Allowing the dual existence of two opposites is the key to our release from our suffering, yet this surrender can seem to tear us apart and is why so many of us stop the process just prior to its full fruition. It is our faith and our ability to breathe through the process that allows us to pass through the valley – and transcend it. We must believe that our thoughts, beliefs and emotions cannot kill us. Yet we have been taught to fear our shadow and the baggage that it brings, so it can be challenging to walk with these aspects and this prevents us from being able to transcend them. Walking with our shadows means we must acknowledge them; things we were taught to avoid at all costs.

On a very basic level, transcendence is sexual. The merging of two opposite energies is how new life can be created. For with each aspect of Duality that we transcend, we are born again and see life in a new way. Are you excited yet?!  

Furthermore it is in these moments of synthesis that we touch and are touched by something greater than ourselves: God. The more we can merge these edges, the more we merge heaven and earth. 

Sadly, just as with sex, eventually we also return to our experience of Duality. With each action of life we produce both light and shadow. Thus the shadow emerges to give us repeated opportunities to heal and transcend through another synthesis and another rebirth. No wonder the Vesica Pisces has such a vulvar look to it, or maybe it’s just me? 

An intentionally repeated image. The other images I’d like to have used here would be considered pornographic…sadly

Now I plan to investigate the use of Sex as a means of transcendence. I have a strong sense that this use of sexual energies requires foundational work that goes beyond casual sex. I’ve read some about tantra and have a feeling I’ll find more answers there…if you’ve read anything along these lines, feel free to share sources in the comments section or gmail me at tiffanybeingfree. In the meantime, I’ll leave you with various images of the Vesica Pisces or mandalora. 

Mother Mary depicted within the Mandalora, the space between Duality.
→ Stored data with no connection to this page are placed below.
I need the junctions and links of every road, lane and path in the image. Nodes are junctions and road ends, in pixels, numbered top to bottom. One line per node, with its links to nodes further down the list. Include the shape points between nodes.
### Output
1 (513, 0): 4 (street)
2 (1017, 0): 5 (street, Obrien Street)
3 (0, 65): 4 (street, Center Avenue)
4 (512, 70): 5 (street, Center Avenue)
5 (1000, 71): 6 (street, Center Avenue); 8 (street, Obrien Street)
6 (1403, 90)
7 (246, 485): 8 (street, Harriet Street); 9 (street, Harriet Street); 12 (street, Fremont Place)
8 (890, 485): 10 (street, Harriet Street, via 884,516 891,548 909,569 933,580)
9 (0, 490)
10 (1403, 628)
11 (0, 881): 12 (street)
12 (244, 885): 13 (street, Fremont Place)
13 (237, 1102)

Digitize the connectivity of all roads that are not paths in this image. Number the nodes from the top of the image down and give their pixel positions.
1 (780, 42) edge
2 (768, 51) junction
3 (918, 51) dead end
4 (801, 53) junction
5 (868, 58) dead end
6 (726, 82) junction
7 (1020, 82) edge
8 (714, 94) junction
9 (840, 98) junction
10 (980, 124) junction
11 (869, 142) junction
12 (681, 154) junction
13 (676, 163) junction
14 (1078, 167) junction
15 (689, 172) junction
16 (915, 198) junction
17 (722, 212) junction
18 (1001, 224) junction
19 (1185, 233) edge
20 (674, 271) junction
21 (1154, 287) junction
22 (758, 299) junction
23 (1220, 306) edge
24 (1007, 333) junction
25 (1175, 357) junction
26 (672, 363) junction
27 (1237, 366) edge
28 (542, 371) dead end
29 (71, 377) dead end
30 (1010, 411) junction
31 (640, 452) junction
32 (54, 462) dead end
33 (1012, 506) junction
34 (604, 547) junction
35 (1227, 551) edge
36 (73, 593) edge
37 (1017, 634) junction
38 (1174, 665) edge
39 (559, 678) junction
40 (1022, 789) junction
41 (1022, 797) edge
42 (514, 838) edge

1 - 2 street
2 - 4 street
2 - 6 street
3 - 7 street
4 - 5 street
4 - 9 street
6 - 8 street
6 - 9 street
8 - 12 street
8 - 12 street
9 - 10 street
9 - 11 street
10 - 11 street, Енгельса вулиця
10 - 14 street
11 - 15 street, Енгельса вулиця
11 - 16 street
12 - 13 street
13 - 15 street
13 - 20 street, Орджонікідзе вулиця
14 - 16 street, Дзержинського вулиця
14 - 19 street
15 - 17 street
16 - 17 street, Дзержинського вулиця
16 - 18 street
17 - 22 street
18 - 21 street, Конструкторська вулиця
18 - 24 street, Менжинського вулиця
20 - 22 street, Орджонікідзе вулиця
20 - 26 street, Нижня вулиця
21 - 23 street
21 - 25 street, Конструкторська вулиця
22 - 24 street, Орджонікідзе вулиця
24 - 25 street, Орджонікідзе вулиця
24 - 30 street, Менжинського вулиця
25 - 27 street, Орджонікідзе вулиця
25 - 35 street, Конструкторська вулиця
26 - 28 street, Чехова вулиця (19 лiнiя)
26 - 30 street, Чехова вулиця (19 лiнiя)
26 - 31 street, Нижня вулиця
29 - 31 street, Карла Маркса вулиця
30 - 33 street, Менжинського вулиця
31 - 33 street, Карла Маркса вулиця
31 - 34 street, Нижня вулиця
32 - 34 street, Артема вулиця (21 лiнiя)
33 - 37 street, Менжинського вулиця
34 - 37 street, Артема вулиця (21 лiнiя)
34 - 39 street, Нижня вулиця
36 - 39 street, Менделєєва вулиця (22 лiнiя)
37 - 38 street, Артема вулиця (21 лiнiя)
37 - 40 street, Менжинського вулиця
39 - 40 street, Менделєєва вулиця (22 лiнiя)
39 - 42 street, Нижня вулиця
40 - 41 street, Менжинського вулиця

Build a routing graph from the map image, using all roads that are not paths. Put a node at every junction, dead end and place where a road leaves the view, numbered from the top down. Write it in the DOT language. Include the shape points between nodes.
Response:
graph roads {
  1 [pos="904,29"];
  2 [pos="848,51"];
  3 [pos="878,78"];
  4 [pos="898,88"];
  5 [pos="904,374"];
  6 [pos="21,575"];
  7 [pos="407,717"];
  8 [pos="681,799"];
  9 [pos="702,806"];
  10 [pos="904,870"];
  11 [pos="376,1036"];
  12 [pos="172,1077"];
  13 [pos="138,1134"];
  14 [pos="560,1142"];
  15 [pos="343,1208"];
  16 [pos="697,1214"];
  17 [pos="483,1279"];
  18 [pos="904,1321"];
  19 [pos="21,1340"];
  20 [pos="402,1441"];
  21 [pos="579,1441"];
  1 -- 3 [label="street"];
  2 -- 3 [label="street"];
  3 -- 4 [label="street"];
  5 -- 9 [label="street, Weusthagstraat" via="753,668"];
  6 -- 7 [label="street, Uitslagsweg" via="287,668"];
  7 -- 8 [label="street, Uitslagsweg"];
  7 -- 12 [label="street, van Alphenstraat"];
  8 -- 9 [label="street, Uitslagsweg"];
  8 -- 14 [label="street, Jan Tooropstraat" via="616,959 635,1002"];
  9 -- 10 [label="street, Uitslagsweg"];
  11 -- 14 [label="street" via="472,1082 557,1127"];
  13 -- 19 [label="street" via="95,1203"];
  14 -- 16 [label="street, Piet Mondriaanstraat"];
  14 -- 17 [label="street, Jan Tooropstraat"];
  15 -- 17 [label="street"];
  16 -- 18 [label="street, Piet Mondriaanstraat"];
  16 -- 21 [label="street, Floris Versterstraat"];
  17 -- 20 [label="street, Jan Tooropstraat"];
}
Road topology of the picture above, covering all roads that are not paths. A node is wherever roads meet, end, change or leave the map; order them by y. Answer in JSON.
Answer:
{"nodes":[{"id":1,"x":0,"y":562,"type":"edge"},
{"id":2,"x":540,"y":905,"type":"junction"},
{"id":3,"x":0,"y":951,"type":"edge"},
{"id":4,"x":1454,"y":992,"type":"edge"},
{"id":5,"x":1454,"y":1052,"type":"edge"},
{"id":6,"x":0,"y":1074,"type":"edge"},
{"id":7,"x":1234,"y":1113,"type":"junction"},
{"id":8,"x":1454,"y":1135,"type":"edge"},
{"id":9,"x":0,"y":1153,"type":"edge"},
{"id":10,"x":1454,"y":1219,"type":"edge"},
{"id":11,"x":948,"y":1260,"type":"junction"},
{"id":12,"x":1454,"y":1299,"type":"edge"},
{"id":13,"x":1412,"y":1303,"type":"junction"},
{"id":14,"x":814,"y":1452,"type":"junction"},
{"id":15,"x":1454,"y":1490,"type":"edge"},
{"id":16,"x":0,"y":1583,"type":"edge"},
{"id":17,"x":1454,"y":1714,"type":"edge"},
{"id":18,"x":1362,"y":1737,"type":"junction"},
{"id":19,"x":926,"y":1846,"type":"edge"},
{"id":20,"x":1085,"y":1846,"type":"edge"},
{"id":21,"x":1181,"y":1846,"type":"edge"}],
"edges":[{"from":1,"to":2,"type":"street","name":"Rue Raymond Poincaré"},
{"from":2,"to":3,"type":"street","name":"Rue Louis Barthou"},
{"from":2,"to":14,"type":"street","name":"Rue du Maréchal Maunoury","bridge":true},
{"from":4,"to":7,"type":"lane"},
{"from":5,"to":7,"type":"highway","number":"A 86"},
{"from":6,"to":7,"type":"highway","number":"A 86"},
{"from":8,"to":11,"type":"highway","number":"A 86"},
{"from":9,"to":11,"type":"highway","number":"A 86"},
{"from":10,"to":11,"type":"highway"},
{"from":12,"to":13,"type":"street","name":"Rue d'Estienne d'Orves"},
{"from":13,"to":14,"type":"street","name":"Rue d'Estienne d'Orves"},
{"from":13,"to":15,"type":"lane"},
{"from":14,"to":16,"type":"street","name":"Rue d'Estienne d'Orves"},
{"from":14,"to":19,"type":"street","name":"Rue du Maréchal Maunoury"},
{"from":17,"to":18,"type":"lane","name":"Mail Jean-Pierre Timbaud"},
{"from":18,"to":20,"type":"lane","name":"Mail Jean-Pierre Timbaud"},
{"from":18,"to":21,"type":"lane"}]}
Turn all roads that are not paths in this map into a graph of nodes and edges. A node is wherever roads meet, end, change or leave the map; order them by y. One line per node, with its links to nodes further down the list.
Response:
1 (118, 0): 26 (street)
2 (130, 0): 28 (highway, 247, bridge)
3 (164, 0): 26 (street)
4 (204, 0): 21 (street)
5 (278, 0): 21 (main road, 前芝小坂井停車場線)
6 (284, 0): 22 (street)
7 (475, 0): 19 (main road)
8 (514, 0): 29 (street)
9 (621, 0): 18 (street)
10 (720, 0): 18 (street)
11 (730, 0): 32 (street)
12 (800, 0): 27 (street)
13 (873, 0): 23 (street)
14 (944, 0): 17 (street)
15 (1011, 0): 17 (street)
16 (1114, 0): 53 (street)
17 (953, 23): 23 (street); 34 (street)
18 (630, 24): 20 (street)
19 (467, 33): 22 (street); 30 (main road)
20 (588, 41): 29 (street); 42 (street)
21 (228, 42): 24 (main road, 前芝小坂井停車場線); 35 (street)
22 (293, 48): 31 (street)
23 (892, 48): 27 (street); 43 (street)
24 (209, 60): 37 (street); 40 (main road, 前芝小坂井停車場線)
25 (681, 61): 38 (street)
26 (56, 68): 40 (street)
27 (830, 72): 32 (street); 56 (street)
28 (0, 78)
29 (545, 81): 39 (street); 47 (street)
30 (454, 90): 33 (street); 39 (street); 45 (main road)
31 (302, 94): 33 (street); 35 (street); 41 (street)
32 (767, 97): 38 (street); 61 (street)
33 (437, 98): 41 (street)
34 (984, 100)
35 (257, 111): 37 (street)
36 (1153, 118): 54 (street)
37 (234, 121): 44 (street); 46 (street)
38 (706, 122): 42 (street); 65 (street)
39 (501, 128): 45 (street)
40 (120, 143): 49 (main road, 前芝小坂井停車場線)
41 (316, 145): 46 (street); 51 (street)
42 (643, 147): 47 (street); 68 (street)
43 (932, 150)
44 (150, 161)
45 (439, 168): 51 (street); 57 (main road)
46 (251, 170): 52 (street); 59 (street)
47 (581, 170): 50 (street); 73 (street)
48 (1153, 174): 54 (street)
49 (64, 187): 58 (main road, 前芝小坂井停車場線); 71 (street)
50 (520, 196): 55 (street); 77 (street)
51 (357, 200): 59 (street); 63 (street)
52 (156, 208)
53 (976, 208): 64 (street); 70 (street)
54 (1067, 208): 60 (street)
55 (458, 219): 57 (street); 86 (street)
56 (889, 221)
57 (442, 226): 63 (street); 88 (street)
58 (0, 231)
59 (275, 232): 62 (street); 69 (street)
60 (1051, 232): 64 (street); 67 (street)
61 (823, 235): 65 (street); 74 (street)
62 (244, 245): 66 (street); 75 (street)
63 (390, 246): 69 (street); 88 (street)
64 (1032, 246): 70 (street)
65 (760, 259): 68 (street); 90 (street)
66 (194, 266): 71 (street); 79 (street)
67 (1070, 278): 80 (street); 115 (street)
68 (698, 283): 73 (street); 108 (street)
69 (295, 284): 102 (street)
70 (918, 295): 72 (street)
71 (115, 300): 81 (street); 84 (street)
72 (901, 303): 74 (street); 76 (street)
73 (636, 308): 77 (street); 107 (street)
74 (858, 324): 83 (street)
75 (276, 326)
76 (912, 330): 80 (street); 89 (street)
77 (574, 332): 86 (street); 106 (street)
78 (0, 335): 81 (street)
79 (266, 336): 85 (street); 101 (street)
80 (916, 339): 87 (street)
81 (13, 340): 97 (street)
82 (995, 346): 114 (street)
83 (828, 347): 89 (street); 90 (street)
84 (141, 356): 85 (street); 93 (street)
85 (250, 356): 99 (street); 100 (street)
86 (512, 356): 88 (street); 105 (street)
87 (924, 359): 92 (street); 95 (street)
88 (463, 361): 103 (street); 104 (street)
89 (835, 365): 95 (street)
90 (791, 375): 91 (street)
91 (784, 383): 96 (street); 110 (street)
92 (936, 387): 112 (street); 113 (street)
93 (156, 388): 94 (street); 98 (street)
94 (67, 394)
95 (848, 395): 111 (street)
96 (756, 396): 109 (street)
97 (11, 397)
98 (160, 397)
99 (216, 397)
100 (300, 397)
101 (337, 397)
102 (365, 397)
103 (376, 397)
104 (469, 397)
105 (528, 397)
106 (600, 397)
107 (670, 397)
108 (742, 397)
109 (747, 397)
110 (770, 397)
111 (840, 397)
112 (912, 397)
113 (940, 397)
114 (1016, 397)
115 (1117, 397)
The fish symbol of Christianity is a variation of the Vesica Pisces.
The Vesica Pisces is also the basic pattern for the seed -, tree – and flower of life. 

The flower of life

While I’ve written about this synthesis of duality within the Owning Your Own Shadow series, based on readings from the book by Robert A. Johnson, today brings an entirely new level of understanding. Healing is about sex: the merging of two opposites.  

More on Sacred Geometry 

A mandala my children recently helped me to color.

Namaste 

The Dance of Love: Divine Balance

Don’t drink at the water’s edge,
throw yourself in.
Become the water.
Only then will your thirst be quenched.
~Jeanette Berson

In The Battle of Love I chose to isolate myself in my Castle’s Keep. At the time, I felt defeated and it was time to retreat. I felt like I had repeatedly fallen in the mud, and was seeing so much of my own muck at that time.

Today I see a new vision of love, having found a new level of balance within myself. Last night I discovered the quote below which is a wonderful illustration that mirrors some of the understandings I have been gaining in my work with femininity. This quote is from the Hindu stream where Lord Vishnu is the protector of the world and Lakshmi is the goddess of abundance. Divine archetypes worth repeating.

Where Vishnu is speech, Lakshmi is meaning;
where he is understanding, she is intellect,
where he is creator, she is the creation;
she is the earth, he is the support of the earth;
she is a creeping vine, he the tree upon which it clings;
as he is one with all males, she is one with all females;
as he is love, she is bliss.
The Path of the Priestess: A Guidebook for Awakening the Divine Feminine by Sharron Rose

The following poem is the result of a vision I had when asked to experience Agape Love.The truth is that we are never truly alone, we are surrounded by love if we choose to see it, if we choose to be it.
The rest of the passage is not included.